◆ DATASET EXCERPTS
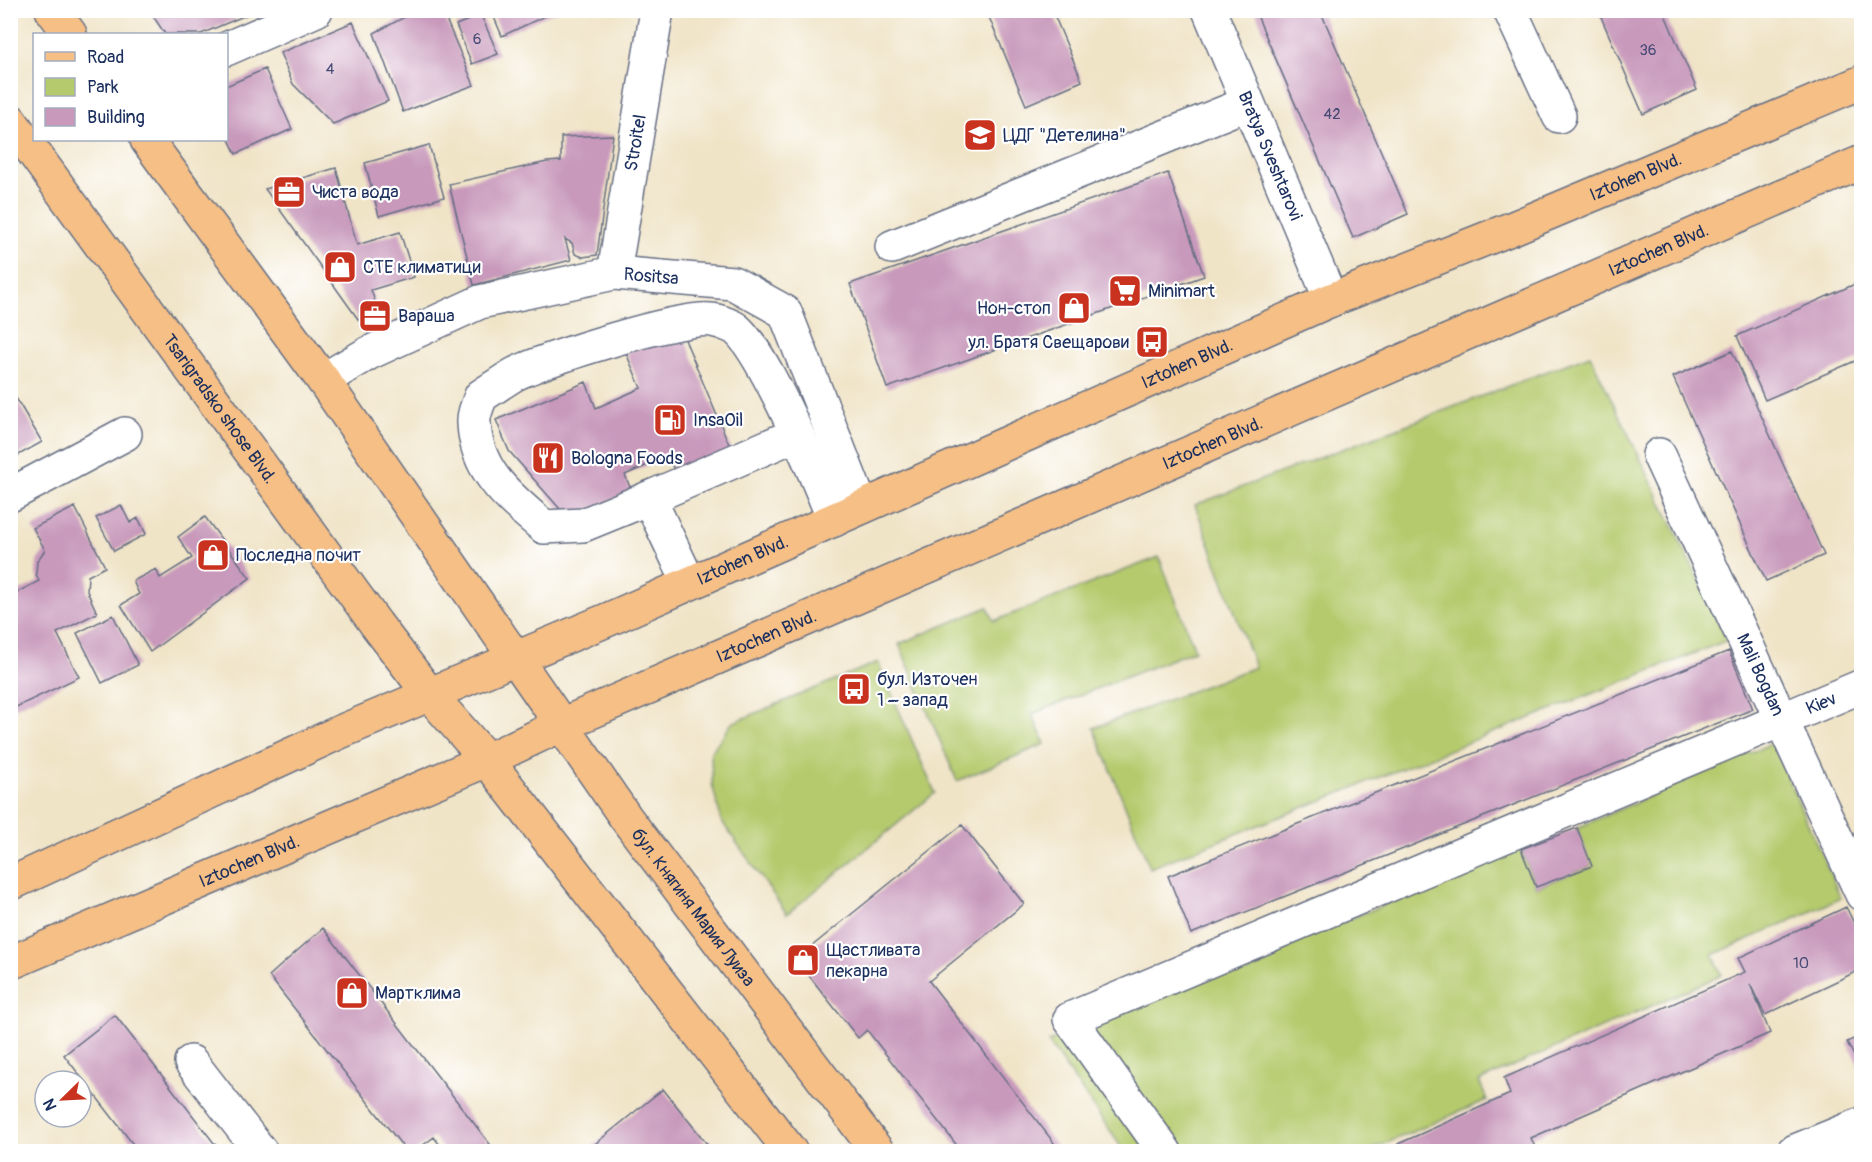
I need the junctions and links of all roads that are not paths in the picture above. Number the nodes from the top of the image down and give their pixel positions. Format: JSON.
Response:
{"nodes":[{"id":1,"x":52,"y":10,"type":"edge"},
{"id":2,"x":316,"y":10,"type":"edge"},
{"id":3,"x":657,"y":10,"type":"edge"},
{"id":4,"x":1209,"y":10,"type":"edge"},
{"id":5,"x":1510,"y":10,"type":"edge"},
{"id":6,"x":69,"y":33,"type":"edge"},
{"id":7,"x":228,"y":48,"type":"edge"},
{"id":8,"x":1862,"y":82,"type":"edge"},
{"id":9,"x":1246,"y":104,"type":"junction"},
{"id":10,"x":1559,"y":116,"type":"dead end"},
{"id":11,"x":10,"y":120,"type":"edge"},
{"id":12,"x":148,"y":141,"type":"edge"},
{"id":13,"x":1862,"y":162,"type":"edge"},
{"id":14,"x":892,"y":247,"type":"dead end"},
{"id":15,"x":614,"y":273,"type":"junction"},
{"id":16,"x":1331,"y":300,"type":"junction"},
{"id":17,"x":323,"y":380,"type":"junction"},
{"id":18,"x":125,"y":434,"type":"dead end"},
{"id":19,"x":797,"y":434,"type":"junction"},
{"id":20,"x":1659,"y":456,"type":"dead end"},
{"id":21,"x":10,"y":495,"type":"edge"},
{"id":22,"x":649,"y":498,"type":"junction"},
{"id":23,"x":847,"y":513,"type":"junction"},
{"id":24,"x":689,"y":583,"type":"junction"},
{"id":25,"x":516,"y":656,"type":"junction"},
{"id":26,"x":1862,"y":686,"type":"edge"},
{"id":27,"x":430,"y":695,"type":"junction"},
{"id":28,"x":1780,"y":721,"type":"junction"},
{"id":29,"x":561,"y":725,"type":"junction"},
{"id":30,"x":487,"y":760,"type":"junction"},
{"id":31,"x":10,"y":884,"type":"edge"},
{"id":32,"x":1862,"y":894,"type":"edge"},
{"id":33,"x":10,"y":963,"type":"edge"},
{"id":34,"x":191,"y":1062,"type":"dead end"},
{"id":35,"x":1862,"y":1124,"type":"edge"},
{"id":36,"x":261,"y":1152,"type":"edge"},
{"id":37,"x":790,"y":1152,"type":"edge"},
{"id":38,"x":878,"y":1152,"type":"edge"},
{"id":39,"x":1165,"y":1152,"type":"edge"},
{"id":40,"x":1793,"y":1152,"type":"edge"}],
"edges":[{"from":1,"to":6,"type":"main road"},
{"from":2,"to":7,"type":"street"},
{"from":3,"to":15,"type":"street","name":"Stroitel"},
{"from":4,"to":9,"type":"street","name":"Bratya Sveshtarovi"},
{"from":5,"to":10,"type":"street"},
{"from":8,"to":16,"type":"main road","name":"Iztohen Blvd."},
{"from":9,"to":14,"type":"street"},
{"from":9,"to":16,"type":"street","name":"Bratya Sveshtarovi"},
{"from":11,"to":27,"type":"main road","name":"Tsarigradsko shose Blvd."},
{"from":12,"to":17,"type":"main road"},
{"from":13,"to":29,"type":"main road","name":"Iztochen Blvd."},
{"from":15,"to":17,"type":"street","name":"Rositsa"},
{"from":15,"to":23,"type":"street","name":"Rositsa"},
{"from":16,"to":23,"type":"main road","name":"Iztohen Blvd."},
{"from":17,"to":25,"type":"main road"},
{"from":18,"to":21,"type":"street"},
{"from":19,"to":22,"type":"street"},
{"from":19,"to":22,"type":"street"},
{"from":19,"to":23,"type":"street"},
{"from":20,"to":28,"type":"street","name":"Mali Bogdan"},
{"from":22,"to":24,"type":"street"},
{"from":23,"to":24,"type":"main road","name":"Iztohen Blvd."},
{"from":24,"to":25,"type":"main road","name":"Iztohen Blvd."},
{"from":25,"to":27,"type":"main road","name":"Iztohen Blvd."},
{"from":25,"to":29,"type":"main road","name":"бул. Княгиня Мария Луиза"},
{"from":26,"to":28,"type":"street","name":"Kiev"},
{"from":27,"to":30,"type":"main road"},
{"from":27,"to":31,"type":"main road"},
{"from":28,"to":32,"type":"street","name":"Mali Bogdan"},
{"from":28,"to":39,"type":"street","name":"Kiev"},
{"from":29,"to":30,"type":"main road","name":"Iztochen Blvd."},
{"from":29,"to":38,"type":"main road","name":"бул. Княгиня Мария Луиза"},
{"from":30,"to":33,"type":"main road","name":"Iztochen Blvd."},
{"from":30,"to":37,"type":"main road"},
{"from":34,"to":36,"type":"street"},
{"from":35,"to":40,"type":"street"}]}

◆ EXERCISE REQUIREMENTS
Collect, from the material above, every line containing the word "Княгиня".

◆ RESULT OF THE TASK
{"from":25,"to":29,"type":"main road","name":"бул. Княгиня Мария Луиза"},
{"from":29,"to":38,"type":"main road","name":"бул. Княгиня Мария Луиза"},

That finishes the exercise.